The author gives the impression Bass concentrated on building sales in Britain whereas in fact it was an exporter on a vast scale. Not only was its India Pale Ale sent to the sub-continent but further afield to Australasia, North America and to such unlikely countries as France. This is seen in Manet’s famous painting A Bar at the Folies Bergère that shows a bottle of Bass with the famous red triangle trademark on the label.

A decline in sales of Bass beers at the end of the 19th century is put down to falling consumption, increased competition from other pale ale producers and tighter licensing law. There’s no mention of the retreat from export markets as a result of brewers in Germany and the United States attacking the India market in particular with not only lager beer but also with supplies of ice.

Harry White is on firmer ground in the 20th century. His description of the growth of Bass’s Burton rival Worthington is well documented, leading to a merger in the 1920s. A chapter on the great Birmingham brewer Mitchells & Butlers, which was also to merge with Bass, has interesting material on the beer market in Britain’s second city, where consumer demand for sweeter and darker beers was markedly different to that in Burton.

The author covers the whirlwind mergers of the 1960s that ended with the creation of Bass Charrington, with breweries strategically placed throughout the country. This was driven by the Canadian entrepreneur E P Taylor who owned Carling lager and he was determined to foist the brand on British drinkers by owning not only breweries but a large number of pubs as well.

Harry White’s coverage of the move from cask ale to keg beer is based on the spurious belief there was an actual consumer preference for keg.
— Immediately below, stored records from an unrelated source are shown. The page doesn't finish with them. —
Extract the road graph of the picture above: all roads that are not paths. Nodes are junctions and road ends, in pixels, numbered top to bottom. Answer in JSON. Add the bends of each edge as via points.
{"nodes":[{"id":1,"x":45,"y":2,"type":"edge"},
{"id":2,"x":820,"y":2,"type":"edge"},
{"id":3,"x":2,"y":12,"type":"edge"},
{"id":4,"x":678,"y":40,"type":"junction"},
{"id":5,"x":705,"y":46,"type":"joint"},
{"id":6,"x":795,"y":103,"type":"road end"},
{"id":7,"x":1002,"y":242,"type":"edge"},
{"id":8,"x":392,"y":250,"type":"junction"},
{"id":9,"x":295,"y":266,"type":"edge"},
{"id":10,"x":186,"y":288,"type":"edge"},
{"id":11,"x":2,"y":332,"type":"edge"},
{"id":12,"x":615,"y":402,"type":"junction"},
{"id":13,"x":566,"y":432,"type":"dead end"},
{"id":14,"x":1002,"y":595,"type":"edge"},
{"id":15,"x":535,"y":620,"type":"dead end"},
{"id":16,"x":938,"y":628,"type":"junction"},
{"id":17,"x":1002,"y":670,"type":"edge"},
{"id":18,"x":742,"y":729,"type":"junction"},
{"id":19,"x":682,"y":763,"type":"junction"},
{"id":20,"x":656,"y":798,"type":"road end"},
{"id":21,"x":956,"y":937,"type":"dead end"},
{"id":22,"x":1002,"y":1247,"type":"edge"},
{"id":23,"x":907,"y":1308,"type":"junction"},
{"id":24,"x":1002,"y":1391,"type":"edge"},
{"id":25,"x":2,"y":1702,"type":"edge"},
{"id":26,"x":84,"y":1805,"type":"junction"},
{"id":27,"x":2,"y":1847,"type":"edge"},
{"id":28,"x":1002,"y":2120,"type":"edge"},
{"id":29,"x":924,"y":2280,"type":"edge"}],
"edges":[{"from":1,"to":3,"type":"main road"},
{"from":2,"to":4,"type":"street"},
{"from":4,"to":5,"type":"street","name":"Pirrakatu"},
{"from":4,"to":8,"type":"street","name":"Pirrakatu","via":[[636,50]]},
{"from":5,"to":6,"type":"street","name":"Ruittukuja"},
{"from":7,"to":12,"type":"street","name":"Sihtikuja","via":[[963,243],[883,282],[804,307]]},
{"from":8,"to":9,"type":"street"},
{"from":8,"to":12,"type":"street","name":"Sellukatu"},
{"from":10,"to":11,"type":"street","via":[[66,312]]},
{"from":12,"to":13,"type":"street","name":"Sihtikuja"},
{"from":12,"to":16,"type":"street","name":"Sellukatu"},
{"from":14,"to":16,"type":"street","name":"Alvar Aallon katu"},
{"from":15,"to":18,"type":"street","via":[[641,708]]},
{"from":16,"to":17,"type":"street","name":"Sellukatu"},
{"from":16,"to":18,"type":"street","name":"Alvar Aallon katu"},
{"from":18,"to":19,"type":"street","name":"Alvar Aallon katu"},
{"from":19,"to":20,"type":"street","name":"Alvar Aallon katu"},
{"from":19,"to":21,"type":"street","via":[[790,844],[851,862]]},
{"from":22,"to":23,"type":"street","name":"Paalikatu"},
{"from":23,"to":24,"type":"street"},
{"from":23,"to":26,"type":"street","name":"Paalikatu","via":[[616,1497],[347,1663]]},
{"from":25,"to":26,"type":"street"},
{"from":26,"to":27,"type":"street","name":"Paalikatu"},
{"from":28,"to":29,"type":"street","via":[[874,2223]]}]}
He speaks of “growing consumer preference for drinking bottled (and canned) beer at home and for keg (brewery conditioned) beer as opposed to traditional draught beer in pubs”. Was this a genuine preference or was it driven by mass promotions for packaged beers?

When Bass turned Worthington E from a cask to a keg product, it was heavily advertised on television. There was no similar promotion for cask Draught Bass. The total advertising budget for all Britain’s brewers in 1977 was £70 million and the majority of that sum was devoted to keg beer and lager. The brewers’ claim they were bowing to consumer demand by introducing keg beer was rebutted by Graham Bannock in 1971 in his book The Juggernauts: “More probably it [keg beer] simply reflects the exercise of marketing power...Without tied sales outlets and without heavy selective advertising it is most unlikely that keg beers could have been introduced on anything like the scale so far achieved. As it is, the Juggernaut brewers will soon be in a position to abolish cask beer altogether, although it will no doubt be attributed to the power of the market.”

The book ends with the impact of the Monopolies Commission report into the brewing industry in 1989 and the government’s resulting Beer Orders that forced the Big Six national brewers to divest several thousand tied pubs. Harry White fails to mention the damning indictment of the MMC report that said the Big Six acted as a cartel, fixing prices and over-pricing for lager in particular.

Bass is no more. It left brewing in 2000 to concentrate on its hotel interests, leaving what is left of the breweries in the hands of Molson Coors and its brands sold to AB InBev. It’s a long tale with a grisly ending, one that needs greater attention to detail than this book offers.

On a positive note, the book has a large number of illustrations of breweries, beers, labels and participants that will beguile those interested in brewery history.